** Work item **
When a line below contains the string "Pedro", show that line.

Extracted records:
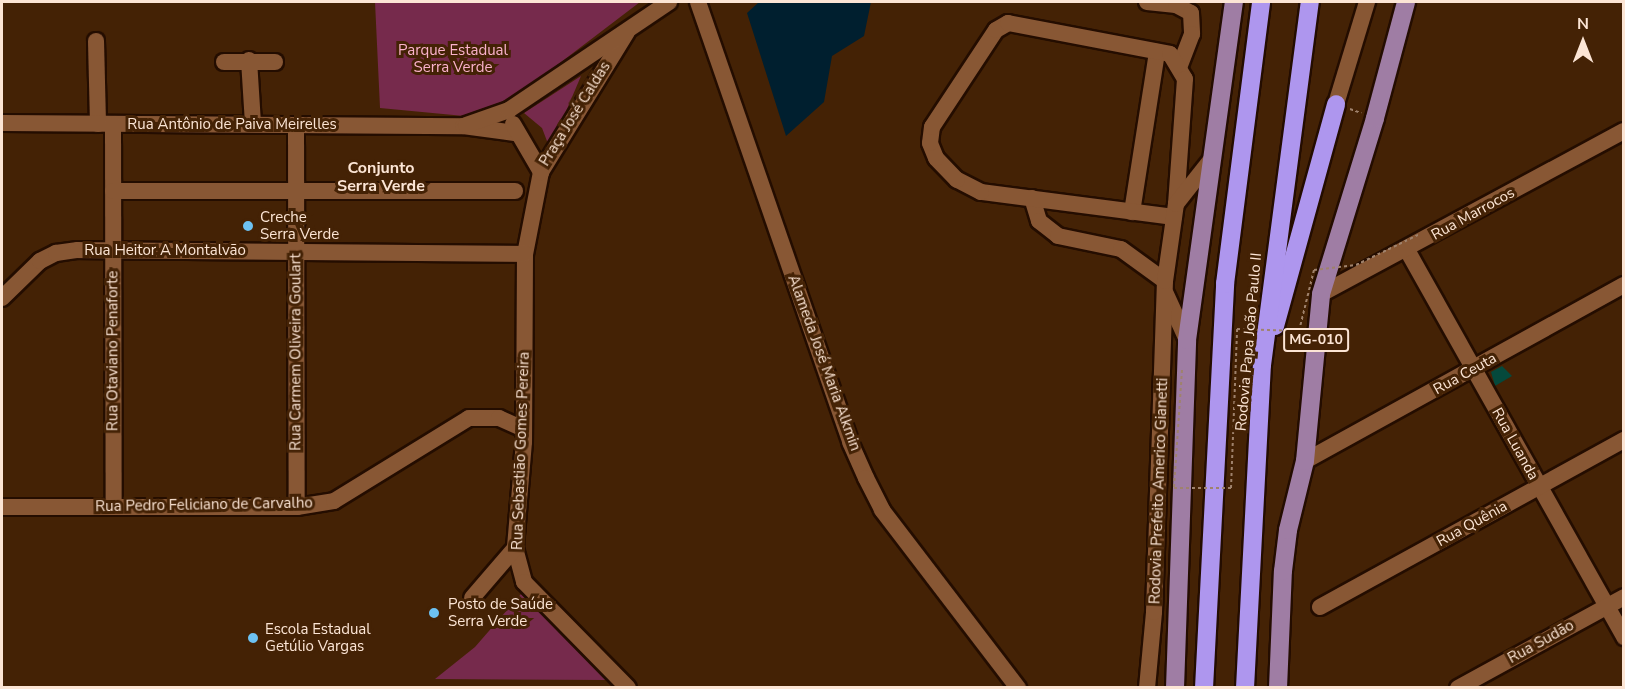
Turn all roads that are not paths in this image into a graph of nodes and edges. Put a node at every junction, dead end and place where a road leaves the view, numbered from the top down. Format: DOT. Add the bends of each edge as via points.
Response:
graph roads {
  1 [pos="669,2"];
  2 [pos="698,2"];
  3 [pos="1147,2"];
  4 [pos="1234,2"];
  5 [pos="1261,2"];
  6 [pos="1310,2"];
  7 [pos="1367,2"];
  8 [pos="1406,2"];
  9 [pos="627,32"];
  10 [pos="96,41"];
  11 [pos="1157,52"];
  12 [pos="249,60"];
  13 [pos="224,62"];
  14 [pos="275,62"];
  15 [pos="579,63"];
  16 [pos="1180,66"];
  17 [pos="593,84"];
  18 [pos="1336,104"];
  19 [pos="509,110"];
  20 [pos="2,123"];
  21 [pos="106,124"];
  22 [pos="253,124"];
  23 [pos="296,125"];
  24 [pos="463,126"];
  25 [pos="1623,131"];
  26 [pos="515,133"];
  27 [pos="1210,161"];
  28 [pos="541,172"];
  29 [pos="296,189"];
  30 [pos="113,191"];
  31 [pos="515,191"];
  32 [pos="1032,198"];
  33 [pos="1175,210"];
  34 [pos="1132,212"];
  35 [pos="113,250"];
  36 [pos="1407,250"];
  37 [pos="296,252"];
  38 [pos="525,254"];
  39 [pos="1623,285"];
  40 [pos="1165,287"];
  41 [pos="1321,294"];
  42 [pos="2,298"];
  43 [pos="1187,340"];
  44 [pos="1262,365"];
  45 [pos="1474,370"];
  46 [pos="524,429"];
  47 [pos="1623,440"];
  48 [pos="1305,461"];
  49 [pos="1540,488"];
  50 [pos="2,507"];
  51 [pos="114,507"];
  52 [pos="297,507"];
  53 [pos="515,548"];
  54 [pos="1623,597"];
  55 [pos="472,598"];
  56 [pos="1606,606"];
  57 [pos="1320,607"];
  58 [pos="1623,637"];
  59 [pos="628,687"];
  60 [pos="1018,687"];
  61 [pos="1147,687"];
  62 [pos="1175,687"];
  63 [pos="1204,687"];
  64 [pos="1245,687"];
  65 [pos="1278,687"];
  66 [pos="1458,687"];
  1 -- 9 [label="street, Praça José Caldas"];
  2 -- 60 [label="street, Alameda José Maria Alkmin" via="862,469 882,510"];
  3 -- 16 [label="street" via="1176,5 1191,13 1192,34"];
  4 -- 27 [label="main road"];
  5 -- 63 [label="highway, Rodovia Papa João Paulo II" via="1225,284"];
  6 -- 44 [label="highway, Rodovia Papa João Paulo II / MG-010"];
  7 -- 18 [label="street"];
  8 -- 41 [label="main road, MG-010"];
  9 -- 15 [label="street, Praça José Caldas"];
  9 -- 17 [label="street, Praça José Caldas"];
  10 -- 21 [label="street, Rua Otaviano Penaforte"];
  11 -- 16 [label="street" via="1170,54"];
  11 -- 32 [label="street" via="1016,23 996,30 942,109 932,127 930,143 936,158 968,187"];
  11 -- 34 [label="street"];
  12 -- 13 [label="street"];
  12 -- 14 [label="street"];
  12 -- 22 [label="street"];
  15 -- 17 [label="street"];
  15 -- 19 [label="street, Praça José Caldas"];
  16 -- 33 [label="street, Rodovia Prefeito Americo Gianetti" via="1185,79"];
  17 -- 28 [label="street, Praça José Caldas"];
  18 -- 44 [label="highway" via="1285,296"];
  19 -- 24 [label="street, Rua Antônio de Paiva Meirelles"];
  19 -- 26 [label="street, Praça José Caldas"];
  20 -- 21 [label="street, Rua Antônio de Paiva Meirelles"];
  21 -- 22 [label="street, Rua Antônio de Paiva Meirelles"];
  21 -- 30 [label="street, Rua Otaviano Penaforte"];
  22 -- 23 [label="street, Rua Antônio de Paiva Meirelles"];
  23 -- 24 [label="street, Rua Antônio de Paiva Meirelles"];
  23 -- 29 [label="street, Rua Carmem Oliveira Goulart"];
  24 -- 26 [label="street, Rua Antônio de Paiva Meirelles"];
  25 -- 36 [label="street, Rua Marrocos"];
  26 -- 28 [label="street, Praça José Caldas"];
  27 -- 33 [label="street"];
  27 -- 43 [label="main road"];
  28 -- 38 [label="street, Rua Sebastião Gomes Pereira"];
  29 -- 30 [label="street"];
  29 -- 31 [label="street"];
  29 -- 37 [label="street, Rua Carmem Oliveira Goulart"];
  30 -- 35 [label="street, Rua Otaviano Penaforte"];
  32 -- 34 [label="street"];
  32 -- 40 [label="street" via="1039,221 1058,236 1121,249"];
  33 -- 34 [label="street"];
  33 -- 40 [label="street, Rodovia Prefeito Americo Gianetti"];
  35 -- 37 [label="street, Rua Heitor A Montalvão"];
  35 -- 42 [label="street, Rua Heitor A Montalvão" via="56,253 40,261"];
  35 -- 51 [label="street, Rua Otaviano Penaforte"];
  36 -- 41 [label="street, Rua Marrocos"];
  36 -- 45 [label="street, Rua Luanda"];
  37 -- 38 [label="street, Rua Heitor A Montalvão"];
  37 -- 52 [label="street, Rua Carmem Oliveira Goulart"];
  38 -- 46 [label="street, Rua Sebastião Gomes Pereira"];
  39 -- 45 [label="street, Rua Ceuta"];
  40 -- 43 [label="street"];
  40 -- 61 [label="street, Rodovia Prefeito Americo Gianetti" via="1155,601"];
  41 -- 48 [label="main road, MG-010"];
  43 -- 62 [label="main road"];
  44 -- 64 [label="highway, Rodovia Papa João Paulo II / MG-010"];
  45 -- 48 [label="street, Rua Ceuta"];
  45 -- 49 [label="street, Rua Luanda"];
  46 -- 52 [label="street, Rua Pedro Feliciano de Carvalho" via="499,418 469,418 334,501"];
  46 -- 53 [label="street, Rua Sebastião Gomes Pereira"];
  47 -- 49 [label="street, Rua Quênia"];
  48 -- 65 [label="main road, MG-010" via="1287,540"];
  49 -- 56 [label="street, Rua Luanda"];
  49 -- 57 [label="street, Rua Quênia"];
  50 -- 51 [label="street, Rua Pedro Feliciano de Carvalho"];
  51 -- 52 [label="street, Rua Pedro Feliciano de Carvalho"];
  53 -- 55 [label="street"];
  53 -- 59 [label="street, Rua Sebastião Gomes Pereira" via="524,582"];
  54 -- 56 [label="street, Rua Sudão"];
  56 -- 58 [label="street, Rua Luanda"];
  56 -- 66 [label="street, Rua Sudão"];
}
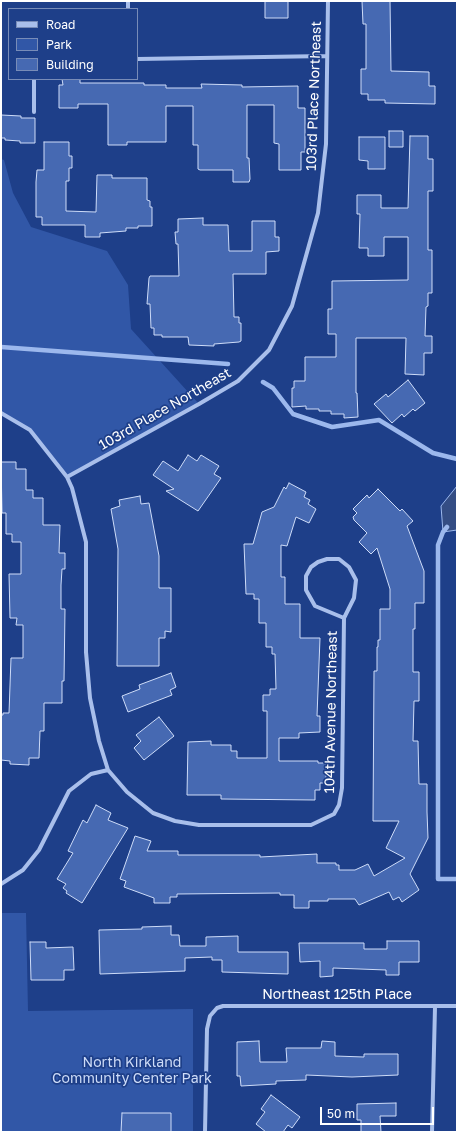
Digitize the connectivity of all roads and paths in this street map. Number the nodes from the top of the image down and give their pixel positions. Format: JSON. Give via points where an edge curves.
{"nodes":[{"id":1,"x":328,"y":1,"type":"edge"},
{"id":2,"x":327,"y":56,"type":"junction"},
{"id":3,"x":138,"y":59,"type":"edge"},
{"id":4,"x":34,"y":80,"type":"edge"},
{"id":5,"x":34,"y":112,"type":"dead end"},
{"id":6,"x":1,"y":413,"type":"edge"},
{"id":7,"x":67,"y":477,"type":"junction"},
{"id":8,"x":344,"y":618,"type":"junction"},
{"id":9,"x":108,"y":770,"type":"junction"},
{"id":10,"x":1,"y":884,"type":"edge"},
{"id":11,"x":457,"y":1006,"type":"edge"},
{"id":12,"x":435,"y":1007,"type":"junction"},
{"id":13,"x":204,"y":1132,"type":"edge"},
{"id":14,"x":432,"y":1132,"type":"edge"}],
"edges":[{"from":1,"to":2,"type":"street","name":"103rd Place Northeast"},
{"from":2,"to":3,"type":"street"},
{"from":2,"to":7,"type":"street","name":"103rd Place Northeast","via":[[326,144],[318,213],[292,306],[269,350],[238,381]]},
{"from":4,"to":5,"type":"street"},
{"from":6,"to":7,"type":"street","via":[[30,430]]},
{"from":7,"to":9,"type":"street","via":[[86,542],[86,652],[90,698]]},
{"from":8,"to":8,"type":"street","name":"104th Avenue Northeast","via":[[354,598],[356,580],[349,567],[339,559],[318,562],[311,567],[306,576],[306,590],[315,606]]},
{"from":8,"to":9,"type":"street","name":"104th Avenue Northeast","via":[[342,788],[339,805],[334,814],[311,825],[199,825],[175,821],[154,813],[127,792]]},
{"from":9,"to":10,"type":"street","via":[[91,774],[69,791],[39,850],[23,870]]},
{"from":11,"to":12,"type":"street","name":"Northeast 125th Place"},
{"from":12,"to":13,"type":"street","name":"Northeast 125th Place","via":[[217,1008],[210,1016],[207,1029]]},
{"from":12,"to":14,"type":"street"}]}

** Result for this task **
  46 -- 52 [label="street, Rua Pedro Feliciano de Carvalho" via="499,418 469,418 334,501"];
  50 -- 51 [label="street, Rua Pedro Feliciano de Carvalho"];
  51 -- 52 [label="street, Rua Pedro Feliciano de Carvalho"];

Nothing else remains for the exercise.